I feel like I'm a old man trapped in a young man's body. My mentality doesn't match with most people my age, so balancing a social life with others my age can be challenging. My level of fun is often gauged more by intellectual stimulation and great conversation. My interests have become more practical. My passions have become more practical. My intellectual appitite is still great--yet, my complex perspectives and evolved and in some cases, simplified.

Mentally, I'm a point where I'm ready for marriage. Things such as children, my career goals and where I eventually wanna settle at dominate my daydreams. I can't say that for most people my age. Typically, a lot of people would say that they're in their respective, youthful, prime. In my mind, I'm far from my prime--well not far, but I'm not exactly on the brink of discovery, either...I wish that I have what I'm prepared for, but history has taught me that patience will give me and understanding and appreciation that many do not have. The question, now, is..for what?

As I look outside and think about this upcoming summer, I realize that my approach to the summer has changed. Before, summer represented a period that was stress-free, fun and full of good weather. Recently, I've taken my summers as time to work on personal things about myself that, if corrected, will make me a better person...things such as exercise/health, reading more, working on bettering my academic experience, spirituality, and planning...something that never ends. Education is something that's been on my mind and I'm very interested in teaching after my degree is done and before I pursue another. I almost feel that all students should dedicate some years in life to teaching and preparing for tomorrow..but that's another blog. I'm planning big things for my department this year and I'm looking at amateur boxing as a hobby. Mental, physical and spiritual health and growth is my focus for the summer.

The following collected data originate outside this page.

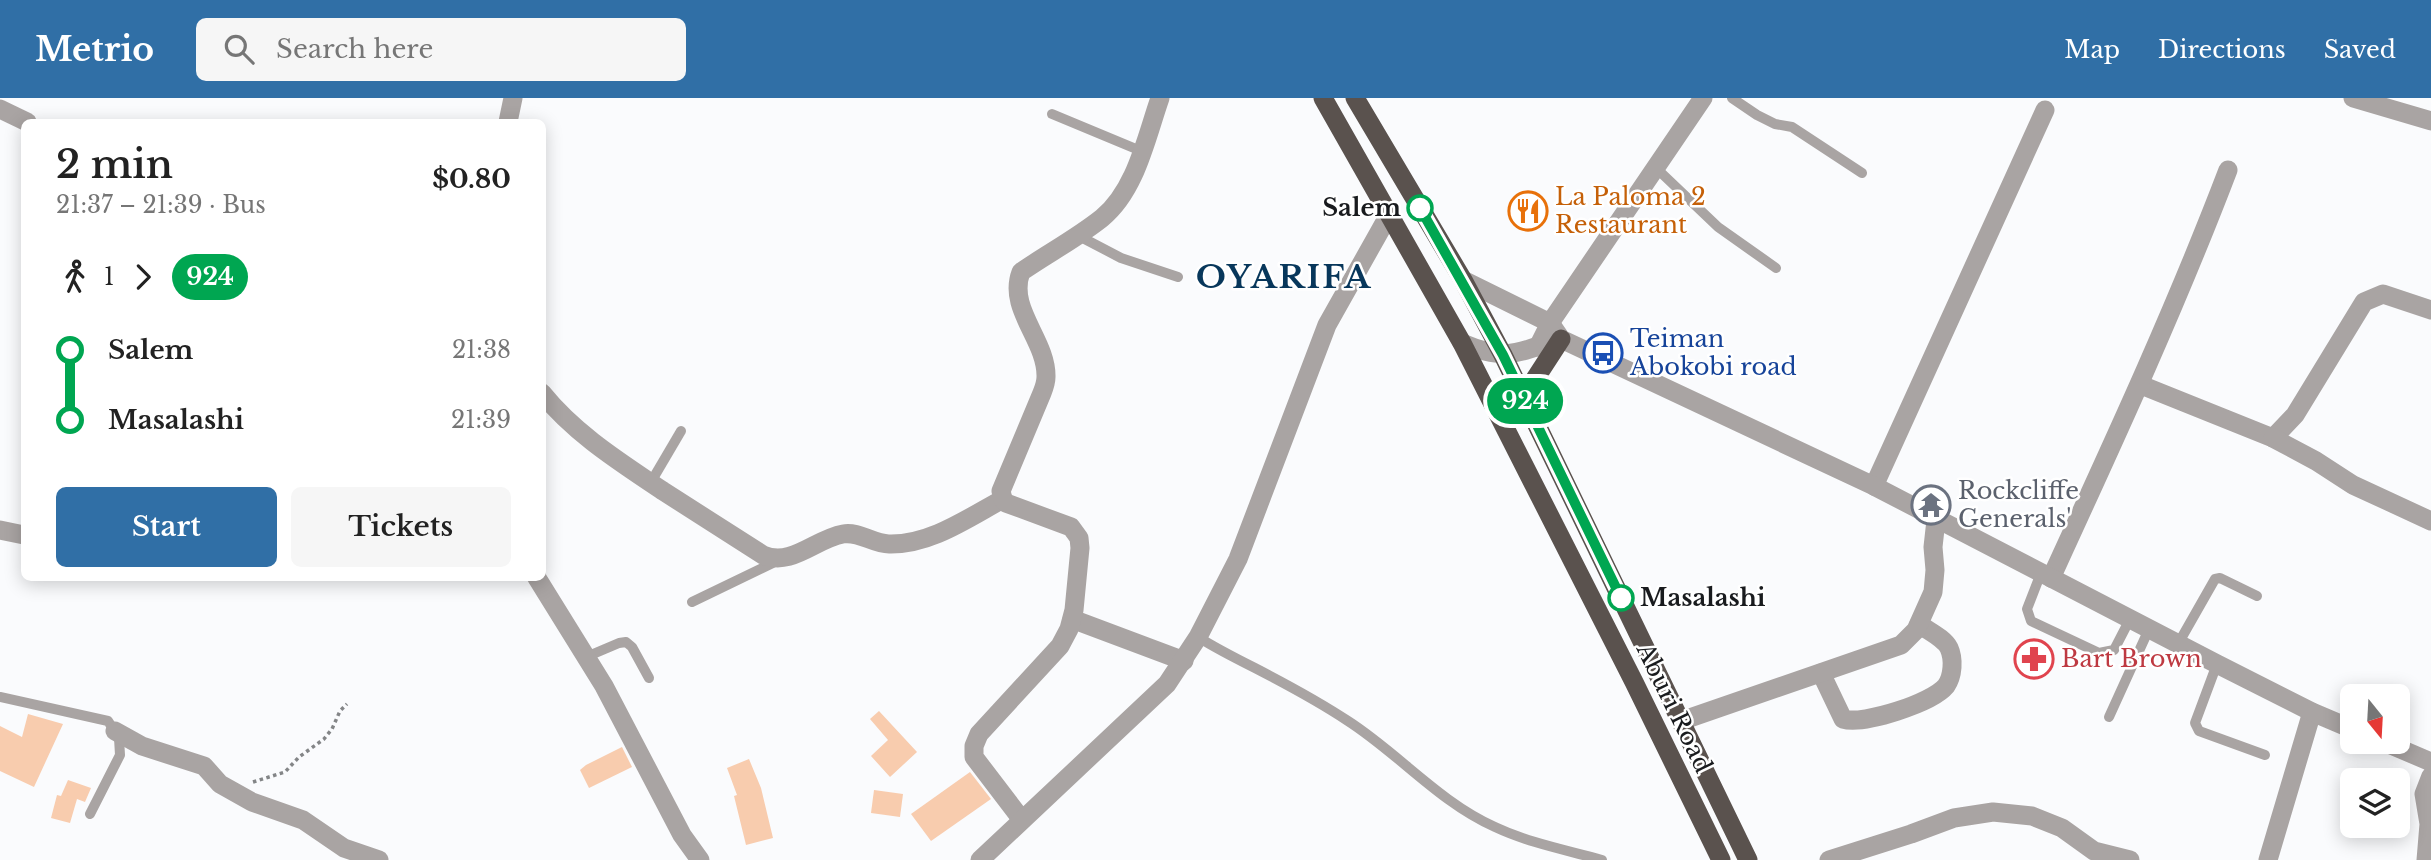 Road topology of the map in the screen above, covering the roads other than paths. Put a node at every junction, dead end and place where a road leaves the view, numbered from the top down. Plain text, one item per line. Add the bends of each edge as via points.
1 (513, 98) edge
2 (1160, 98) edge
3 (1323, 98) edge
4 (1355, 98) edge
5 (1703, 98) edge
6 (1732, 98) edge
7 (2353, 98) edge
8 (0, 110) edge
9 (2045, 110) dead end
10 (1052, 114) dead end
11 (21, 119) edge
12 (509, 119) edge
13 (2431, 121) edge
14 (1141, 151) junction
15 (1655, 167) junction
16 (2228, 170) dead end
17 (1862, 173) dead end
18 (1390, 213) junction
19 (1076, 235) junction
20 (1776, 268) dead end
21 (1178, 277) dead end
22 (1462, 280) junction
23 (2431, 310) edge
24 (1555, 331) junction
25 (1462, 343) junction
26 (1503, 355) junction
27 (2141, 385) junction
28 (546, 398) edge
29 (1528, 406) junction
30 (681, 431) dead end
31 (2273, 438) junction
32 (651, 482) junction
33 (1874, 486) junction
34 (1003, 499) junction
35 (1937, 520) junction
36 (2431, 521) edge
37 (0, 530) edge
38 (21, 534) edge
39 (783, 559) junction
40 (2046, 575) junction
41 (539, 581) edge
42 (2257, 596) dead end
43 (692, 602) dead end
44 (1072, 619) junction
45 (2130, 619) junction
46 (1919, 624) junction
47 (2148, 629) junction
48 (1198, 637) junction
49 (2178, 644) junction
50 (586, 657) junction
51 (1184, 661) junction
52 (2217, 664) junction
53 (1821, 673) junction
54 (649, 678) dead end
55 (0, 697) edge
56 (2312, 712) junction
57 (2109, 717) dead end
58 (1681, 721) junction
59 (2340, 724) edge
60 (115, 731) junction
61 (2410, 753) edge
62 (2265, 755) dead end
63 (2431, 762) edge
64 (2431, 776) edge
65 (90, 814) dead end
66 (1022, 820) junction
67 (379, 860) edge
68 (700, 860) edge
69 (980, 860) edge
70 (1602, 860) edge
71 (1721, 860) edge
72 (1748, 860) edge
73 (1829, 860) edge
74 (2130, 860) edge
75 (2268, 860) edge
76 (2426, 860) edge

1 - 12 street
2 - 14 street
3 - 18 highway, Aburi Road
4 - 22 highway, Aburi Road
5 - 15 street
6 - 17 lane via 1756,115 1791,127
7 - 13 street
8 - 11 street
9 - 33 street
10 - 14 lane
14 - 19 street via 1121,196
15 - 20 lane via 1718,227
15 - 24 street
16 - 27 street
18 - 25 highway, Aburi Road
18 - 48 street via 1328,325 1238,559
19 - 21 lane via 1121,258
19 - 34 street via 1021,272 1016,284 1046,378 1001,491
22 - 24 street
22 - 26 highway, Aburi Road
23 - 31 street via 2383,294 2364,302 2295,415
24 - 26 street via 1538,347
24 - 29 highway
24 - 33 street
25 - 26 street
25 - 71 highway, Aburi Road
26 - 29 highway, Aburi Road
27 - 31 street
27 - 40 street
28 - 32 street via 587,438
29 - 58 highway, Aburi Road
30 - 32 lane
31 - 36 street via 2353,485
32 - 39 street via 763,555
33 - 35 street
34 - 39 street via 939,534 916,541 888,544 853,533
34 - 44 street via 1076,533 1080,548
35 - 40 street
35 - 46 street via 1933,592
37 - 38 street
39 - 43 lane
40 - 45 street
40 - 45 lane via 2027,609 2031,621 2106,653 2114,650
41 - 50 street
42 - 49 lane via 2215,579
44 - 51 street
44 - 66 street via 1060,646 979,734 974,746 974,757
45 - 47 street
46 - 53 street via 1901,645
46 - 53 street via 1947,645 1951,654 1950,678 1931,697 1852,722 1843,719
47 - 49 street
47 - 57 lane
48 - 51 street
48 - 70 lane via 1348,720 1410,770 1494,827
49 - 52 street
50 - 54 lane via 626,642
50 - 68 street
51 - 66 street via 1167,684
52 - 56 street
52 - 62 lane via 2196,727
53 - 58 street
55 - 60 lane via 108,721
56 - 59 street
56 - 75 street
58 - 72 highway, Aburi Road
60 - 65 lane via 120,755
60 - 67 street via 142,746 204,766 219,784 252,802 303,820 344,848
61 - 63 street
64 - 76 street via 2424,794 2429,824
66 - 69 street
73 - 74 street via 1954,818 1993,812 2032,816 2062,828 2095,851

So, in reflection, my crisis isn't really a crisis at all. It's called maturation.

The Quintessential Introductory Blog

As my first blog entry, I'll give a little background light. This is probably why it has taken me three weeks to post this, but hey...I've settled on this small introduction to the man behind the keyboard and my first official post afterwards...

*****

Recently, I remember reading about one of my favorite comedians, the late Bernie Mac. In the particular article, the author noted that he used to say,"I walk alone."It's a simple phrase--nothing too philosophical at all. I walk alone. Now, many people might take that as an admission to being a loner...or an elitist or arrogant statement. But, personally, the words struck a chord in a different tune. It meant that he was an individual. A true individual. As a black man, one of the hardest things to do is to be an individual---especially in a world in which the "powers-that-be" prefers to keep everyone mentally and socially sedated in a society that discourages deviating from the collective norms. I personally don't think individuality has anything to do with appearance--Piercings, tattoos, eccentric (compared to society) styles, etc. none of that means anything. Physical appearance is meaningless in reference to a person's character and personality, yet, people are swift use such to form judgment on another. I liken appearance more to art than anything else (But that's another post) .Growing up, I never had role models. I never wanted to be like anyone. I wanted to be myself and remain true to who I am. Fortunately, I learned that at a young age and If a person ever has trouble understanding anything about me, understand that I'm an individual.